### What is required
For the entries below, the expected answer is the line with "M1105,545L1463,729", the line with "M486,422L806,608L565,884L232,649Z", and every line between them, exactly as written, and nothing more.

[Data records]

((

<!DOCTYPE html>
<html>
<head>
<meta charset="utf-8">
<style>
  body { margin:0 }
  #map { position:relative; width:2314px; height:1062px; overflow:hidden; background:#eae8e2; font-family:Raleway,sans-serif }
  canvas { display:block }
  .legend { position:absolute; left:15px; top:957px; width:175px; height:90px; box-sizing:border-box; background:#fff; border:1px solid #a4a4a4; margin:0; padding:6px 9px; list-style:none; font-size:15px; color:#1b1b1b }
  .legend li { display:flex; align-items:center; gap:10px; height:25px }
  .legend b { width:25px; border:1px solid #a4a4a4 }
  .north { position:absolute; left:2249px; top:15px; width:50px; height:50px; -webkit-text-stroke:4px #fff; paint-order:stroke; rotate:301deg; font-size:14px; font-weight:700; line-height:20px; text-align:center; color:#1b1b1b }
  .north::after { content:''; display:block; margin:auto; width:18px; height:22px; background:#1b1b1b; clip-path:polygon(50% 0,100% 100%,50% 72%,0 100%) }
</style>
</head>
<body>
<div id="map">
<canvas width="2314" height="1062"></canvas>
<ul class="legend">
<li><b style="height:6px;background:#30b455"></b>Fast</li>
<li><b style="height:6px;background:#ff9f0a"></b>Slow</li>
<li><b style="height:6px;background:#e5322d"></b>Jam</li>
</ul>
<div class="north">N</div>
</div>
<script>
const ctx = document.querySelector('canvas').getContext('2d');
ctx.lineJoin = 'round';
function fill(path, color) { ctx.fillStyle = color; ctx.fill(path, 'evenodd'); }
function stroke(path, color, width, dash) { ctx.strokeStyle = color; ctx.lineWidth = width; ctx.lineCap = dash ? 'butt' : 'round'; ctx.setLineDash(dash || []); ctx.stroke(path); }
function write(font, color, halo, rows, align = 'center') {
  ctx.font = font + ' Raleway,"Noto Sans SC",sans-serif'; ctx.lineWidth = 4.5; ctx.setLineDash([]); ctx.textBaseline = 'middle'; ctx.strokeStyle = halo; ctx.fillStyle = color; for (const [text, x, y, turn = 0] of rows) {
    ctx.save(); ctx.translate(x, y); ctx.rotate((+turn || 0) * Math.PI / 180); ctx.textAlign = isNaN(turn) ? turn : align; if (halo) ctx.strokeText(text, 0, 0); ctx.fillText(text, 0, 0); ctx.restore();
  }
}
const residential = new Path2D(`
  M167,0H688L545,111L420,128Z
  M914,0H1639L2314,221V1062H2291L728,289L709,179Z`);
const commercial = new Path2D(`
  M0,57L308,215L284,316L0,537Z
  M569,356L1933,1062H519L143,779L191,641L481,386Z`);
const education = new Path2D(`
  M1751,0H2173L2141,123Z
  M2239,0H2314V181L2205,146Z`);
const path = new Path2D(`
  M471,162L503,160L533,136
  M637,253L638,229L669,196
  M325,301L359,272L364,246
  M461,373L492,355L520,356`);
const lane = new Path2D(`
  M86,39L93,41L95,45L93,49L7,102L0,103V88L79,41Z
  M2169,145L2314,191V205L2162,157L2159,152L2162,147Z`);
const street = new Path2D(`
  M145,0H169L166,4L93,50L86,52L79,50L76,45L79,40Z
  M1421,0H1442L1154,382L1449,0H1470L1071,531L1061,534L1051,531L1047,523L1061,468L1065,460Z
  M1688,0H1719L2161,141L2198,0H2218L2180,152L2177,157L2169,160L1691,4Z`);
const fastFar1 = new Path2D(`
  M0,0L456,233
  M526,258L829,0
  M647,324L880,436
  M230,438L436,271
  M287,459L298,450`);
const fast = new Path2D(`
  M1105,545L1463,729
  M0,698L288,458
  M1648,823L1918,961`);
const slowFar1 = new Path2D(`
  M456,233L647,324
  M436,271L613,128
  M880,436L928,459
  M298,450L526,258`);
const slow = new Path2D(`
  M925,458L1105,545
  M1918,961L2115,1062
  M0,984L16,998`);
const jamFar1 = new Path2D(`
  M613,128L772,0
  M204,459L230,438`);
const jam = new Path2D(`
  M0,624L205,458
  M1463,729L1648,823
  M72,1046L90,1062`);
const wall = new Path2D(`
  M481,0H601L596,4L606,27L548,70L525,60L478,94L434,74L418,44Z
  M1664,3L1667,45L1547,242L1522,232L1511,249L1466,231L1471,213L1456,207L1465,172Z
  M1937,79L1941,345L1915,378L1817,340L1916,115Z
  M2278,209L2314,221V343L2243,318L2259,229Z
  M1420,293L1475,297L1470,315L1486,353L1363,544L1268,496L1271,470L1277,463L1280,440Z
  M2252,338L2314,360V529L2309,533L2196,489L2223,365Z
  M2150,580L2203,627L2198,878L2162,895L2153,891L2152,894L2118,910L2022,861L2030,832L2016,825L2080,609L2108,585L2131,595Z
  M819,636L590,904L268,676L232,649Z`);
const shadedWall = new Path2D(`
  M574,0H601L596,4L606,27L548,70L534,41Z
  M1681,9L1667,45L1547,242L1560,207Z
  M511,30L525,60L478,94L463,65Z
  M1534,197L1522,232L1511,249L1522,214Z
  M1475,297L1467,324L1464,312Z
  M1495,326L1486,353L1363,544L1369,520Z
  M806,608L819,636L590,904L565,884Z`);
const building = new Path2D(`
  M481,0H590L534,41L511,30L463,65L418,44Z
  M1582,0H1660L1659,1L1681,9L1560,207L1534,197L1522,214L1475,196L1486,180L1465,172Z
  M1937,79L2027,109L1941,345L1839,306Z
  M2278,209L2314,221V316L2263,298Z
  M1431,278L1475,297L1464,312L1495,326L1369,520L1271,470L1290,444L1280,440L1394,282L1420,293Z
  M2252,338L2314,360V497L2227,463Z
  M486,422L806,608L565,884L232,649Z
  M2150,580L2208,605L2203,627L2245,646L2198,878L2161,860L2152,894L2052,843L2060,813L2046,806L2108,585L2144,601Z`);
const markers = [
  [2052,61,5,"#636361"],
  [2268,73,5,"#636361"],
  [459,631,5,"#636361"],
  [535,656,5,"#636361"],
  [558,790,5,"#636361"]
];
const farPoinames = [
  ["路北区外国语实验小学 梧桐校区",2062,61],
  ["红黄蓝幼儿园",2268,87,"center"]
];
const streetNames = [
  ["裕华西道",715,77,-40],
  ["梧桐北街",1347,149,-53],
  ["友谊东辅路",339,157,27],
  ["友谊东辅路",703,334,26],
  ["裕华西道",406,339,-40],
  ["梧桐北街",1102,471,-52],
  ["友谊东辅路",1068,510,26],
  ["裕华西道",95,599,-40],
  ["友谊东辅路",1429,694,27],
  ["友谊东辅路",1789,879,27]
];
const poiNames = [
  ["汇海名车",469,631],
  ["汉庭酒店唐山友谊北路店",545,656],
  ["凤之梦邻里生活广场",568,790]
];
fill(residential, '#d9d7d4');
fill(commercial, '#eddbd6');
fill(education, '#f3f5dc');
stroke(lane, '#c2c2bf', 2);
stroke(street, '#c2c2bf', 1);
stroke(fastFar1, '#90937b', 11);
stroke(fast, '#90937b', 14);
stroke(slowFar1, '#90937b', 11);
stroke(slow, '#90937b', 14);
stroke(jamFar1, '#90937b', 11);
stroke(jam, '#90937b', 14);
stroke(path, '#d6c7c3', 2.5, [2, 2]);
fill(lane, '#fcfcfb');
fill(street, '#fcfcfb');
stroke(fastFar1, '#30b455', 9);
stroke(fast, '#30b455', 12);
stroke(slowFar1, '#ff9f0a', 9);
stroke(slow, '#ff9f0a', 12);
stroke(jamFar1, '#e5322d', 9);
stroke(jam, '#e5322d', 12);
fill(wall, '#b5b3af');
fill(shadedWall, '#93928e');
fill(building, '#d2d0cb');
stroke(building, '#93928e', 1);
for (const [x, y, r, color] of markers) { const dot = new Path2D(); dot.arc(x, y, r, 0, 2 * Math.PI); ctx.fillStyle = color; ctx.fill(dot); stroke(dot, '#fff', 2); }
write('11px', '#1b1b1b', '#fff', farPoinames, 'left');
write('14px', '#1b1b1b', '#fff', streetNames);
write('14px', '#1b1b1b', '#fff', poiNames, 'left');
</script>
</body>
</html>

))

### Reply
  M1105,545L1463,729
  M0,698L288,458
  M1648,823L1918,961`);
const slowFar1 = new Path2D(`
  M456,233L647,324
  M436,271L613,128
  M880,436L928,459
  M298,450L526,258`);
const slow = new Path2D(`
  M925,458L1105,545
  M1918,961L2115,1062
  M0,984L16,998`);
const jamFar1 = new Path2D(`
  M613,128L772,0
  M204,459L230,438`);
const jam = new Path2D(`
  M0,624L205,458
  M1463,729L1648,823
  M72,1046L90,1062`);
const wall = new Path2D(`
  M481,0H601L596,4L606,27L548,70L525,60L478,94L434,74L418,44Z
  M1664,3L1667,45L1547,242L1522,232L1511,249L1466,231L1471,213L1456,207L1465,172Z
  M1937,79L1941,345L1915,378L1817,340L1916,115Z
  M2278,209L2314,221V343L2243,318L2259,229Z
  M1420,293L1475,297L1470,315L1486,353L1363,544L1268,496L1271,470L1277,463L1280,440Z
  M2252,338L2314,360V529L2309,533L2196,489L2223,365Z
  M2150,580L2203,627L2198,878L2162,895L2153,891L2152,894L2118,910L2022,861L2030,832L2016,825L2080,609L2108,585L2131,595Z
  M819,636L590,904L268,676L232,649Z`);
const shadedWall = new Path2D(`
  M574,0H601L596,4L606,27L548,70L534,41Z
  M1681,9L1667,45L1547,242L1560,207Z
  M511,30L525,60L478,94L463,65Z
  M1534,197L1522,232L1511,249L1522,214Z
  M1475,297L1467,324L1464,312Z
  M1495,326L1486,353L1363,544L1369,520Z
  M806,608L819,636L590,904L565,884Z`);
const building = new Path2D(`
  M481,0H590L534,41L511,30L463,65L418,44Z
  M1582,0H1660L1659,1L1681,9L1560,207L1534,197L1522,214L1475,196L1486,180L1465,172Z
  M1937,79L2027,109L1941,345L1839,306Z
  M2278,209L2314,221V316L2263,298Z
  M1431,278L1475,297L1464,312L1495,326L1369,520L1271,470L1290,444L1280,440L1394,282L1420,293Z
  M2252,338L2314,360V497L2227,463Z
  M486,422L806,608L565,884L232,649Z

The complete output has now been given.